■ **Exercise prompt**: An exact copy of every entry is required, without the pictures.

(Recorded data)
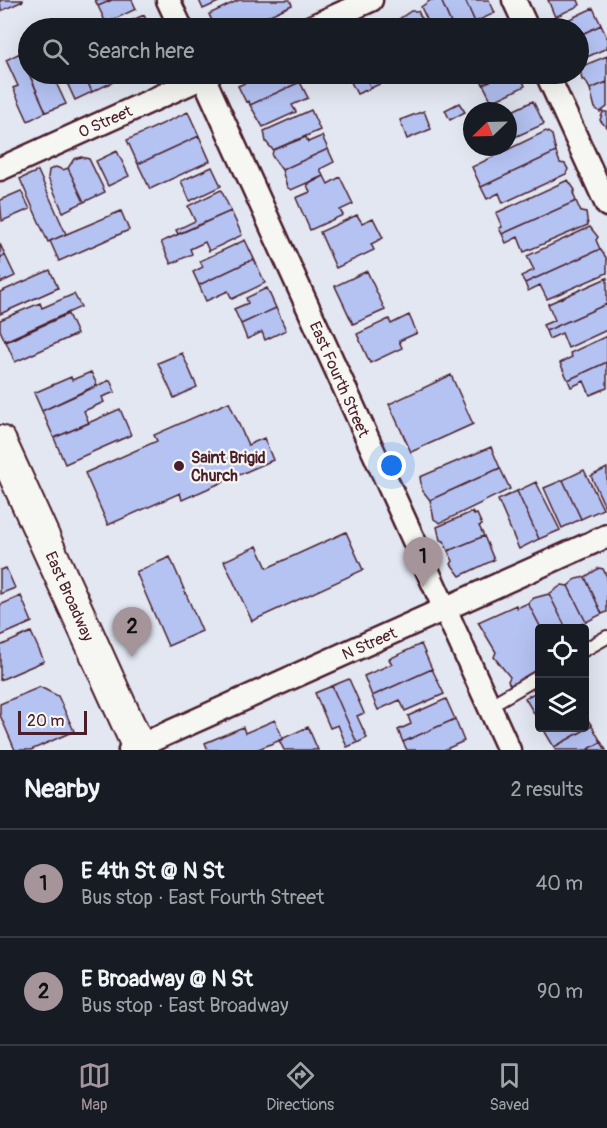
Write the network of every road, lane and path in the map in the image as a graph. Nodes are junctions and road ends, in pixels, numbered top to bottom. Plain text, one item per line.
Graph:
1 (168, 0) edge
2 (371, 0) edge
3 (514, 0) edge
4 (176, 18) edge
5 (331, 18) edge
6 (522, 18) edge
7 (185, 84) edge
8 (209, 84) edge
9 (552, 84) edge
10 (0, 169) edge
11 (607, 205) edge
12 (0, 442) edge
13 (607, 536) edge
14 (444, 609) junction
15 (607, 637) edge
16 (589, 648) edge
17 (537, 678) edge
18 (489, 706) junction
19 (136, 749) edge
20 (509, 750) edge

1 - 4 street
2 - 5 street
3 - 6 street
7 - 10 street, O Street
8 - 14 street, East Fourth Street
9 - 11 street
12 - 19 main road, East Broadway
13 - 14 street, N Street
14 - 18 street, East Fourth Street
14 - 19 street, N Street
15 - 16 lane
17 - 18 lane
18 - 20 street, East Fourth Street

■ **Written solution**:
Write the network of every road, lane and path in the map in the image as a graph. Nodes are junctions and road ends, in pixels, numbered top to bottom. Plain text, one item per line.
Graph:
1 (168, 0) edge
2 (371, 0) edge
3 (514, 0) edge
4 (176, 18) edge
5 (331, 18) edge
6 (522, 18) edge
7 (185, 84) edge
8 (209, 84) edge
9 (552, 84) edge
10 (0, 169) edge
11 (607, 205) edge
12 (0, 442) edge
13 (607, 536) edge
14 (444, 609) junction
15 (607, 637) edge
16 (589, 648) edge
17 (537, 678) edge
18 (489, 706) junction
19 (136, 749) edge
20 (509, 750) edge

1 - 4 street
2 - 5 street
3 - 6 street
7 - 10 street, O Street
8 - 14 street, East Fourth Street
9 - 11 street
12 - 19 main road, East Broadway
13 - 14 street, N Street
14 - 18 street, East Fourth Street
14 - 19 street, N Street
15 - 16 lane
17 - 18 lane
18 - 20 street, East Fourth Street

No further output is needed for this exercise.